The answer must be an exact transcription of every record.

╭──

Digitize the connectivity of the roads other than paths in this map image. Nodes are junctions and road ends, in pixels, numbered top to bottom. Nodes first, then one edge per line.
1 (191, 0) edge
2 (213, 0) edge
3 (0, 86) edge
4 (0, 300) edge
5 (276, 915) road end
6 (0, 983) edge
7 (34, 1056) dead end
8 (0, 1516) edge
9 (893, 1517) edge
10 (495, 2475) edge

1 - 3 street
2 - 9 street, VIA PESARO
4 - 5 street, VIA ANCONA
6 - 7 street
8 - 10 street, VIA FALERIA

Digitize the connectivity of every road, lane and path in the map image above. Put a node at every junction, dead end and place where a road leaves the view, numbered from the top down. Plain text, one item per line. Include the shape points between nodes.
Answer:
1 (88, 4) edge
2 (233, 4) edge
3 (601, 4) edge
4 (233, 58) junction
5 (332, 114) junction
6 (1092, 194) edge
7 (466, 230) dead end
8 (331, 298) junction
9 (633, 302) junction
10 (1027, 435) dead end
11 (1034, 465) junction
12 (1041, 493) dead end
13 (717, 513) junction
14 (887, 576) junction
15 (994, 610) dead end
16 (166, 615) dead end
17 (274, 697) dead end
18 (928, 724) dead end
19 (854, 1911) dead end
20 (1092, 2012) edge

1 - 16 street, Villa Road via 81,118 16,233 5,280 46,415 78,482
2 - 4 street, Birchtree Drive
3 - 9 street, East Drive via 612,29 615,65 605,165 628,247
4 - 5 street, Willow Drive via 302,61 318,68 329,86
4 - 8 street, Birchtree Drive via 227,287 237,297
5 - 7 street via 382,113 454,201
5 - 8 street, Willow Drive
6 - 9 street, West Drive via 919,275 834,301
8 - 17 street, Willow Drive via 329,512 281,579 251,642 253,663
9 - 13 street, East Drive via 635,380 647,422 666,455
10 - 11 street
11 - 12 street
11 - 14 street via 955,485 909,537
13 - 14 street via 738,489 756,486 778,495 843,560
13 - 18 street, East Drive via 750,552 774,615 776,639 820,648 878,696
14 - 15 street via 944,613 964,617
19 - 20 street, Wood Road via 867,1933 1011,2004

╰──

ANSWER FOR THE TASK:
Digitize the connectivity of the roads other than paths in this map image. Nodes are junctions and road ends, in pixels, numbered top to bottom. Nodes first, then one edge per line.
1 (191, 0) edge
2 (213, 0) edge
3 (0, 86) edge
4 (0, 300) edge
5 (276, 915) road end
6 (0, 983) edge
7 (34, 1056) dead end
8 (0, 1516) edge
9 (893, 1517) edge
10 (495, 2475) edge

1 - 3 street
2 - 9 street, VIA PESARO
4 - 5 street, VIA ANCONA
6 - 7 street
8 - 10 street, VIA FALERIA

Digitize the connectivity of every road, lane and path in the map image above. Put a node at every junction, dead end and place where a road leaves the view, numbered from the top down. Plain text, one item per line. Include the shape points between nodes.
Answer:
1 (88, 4) edge
2 (233, 4) edge
3 (601, 4) edge
4 (233, 58) junction
5 (332, 114) junction
6 (1092, 194) edge
7 (466, 230) dead end
8 (331, 298) junction
9 (633, 302) junction
10 (1027, 435) dead end
11 (1034, 465) junction
12 (1041, 493) dead end
13 (717, 513) junction
14 (887, 576) junction
15 (994, 610) dead end
16 (166, 615) dead end
17 (274, 697) dead end
18 (928, 724) dead end
19 (854, 1911) dead end
20 (1092, 2012) edge

1 - 16 street, Villa Road via 81,118 16,233 5,280 46,415 78,482
2 - 4 street, Birchtree Drive
3 - 9 street, East Drive via 612,29 615,65 605,165 628,247
4 - 5 street, Willow Drive via 302,61 318,68 329,86
4 - 8 street, Birchtree Drive via 227,287 237,297
5 - 7 street via 382,113 454,201
5 - 8 street, Willow Drive
6 - 9 street, West Drive via 919,275 834,301
8 - 17 street, Willow Drive via 329,512 281,579 251,642 253,663
9 - 13 street, East Drive via 635,380 647,422 666,455
10 - 11 street
11 - 12 street
11 - 14 street via 955,485 909,537
13 - 14 street via 738,489 756,486 778,495 843,560
13 - 18 street, East Drive via 750,552 774,615 776,639 820,648 878,696
14 - 15 street via 944,613 964,617
19 - 20 street, Wood Road via 867,1933 1011,2004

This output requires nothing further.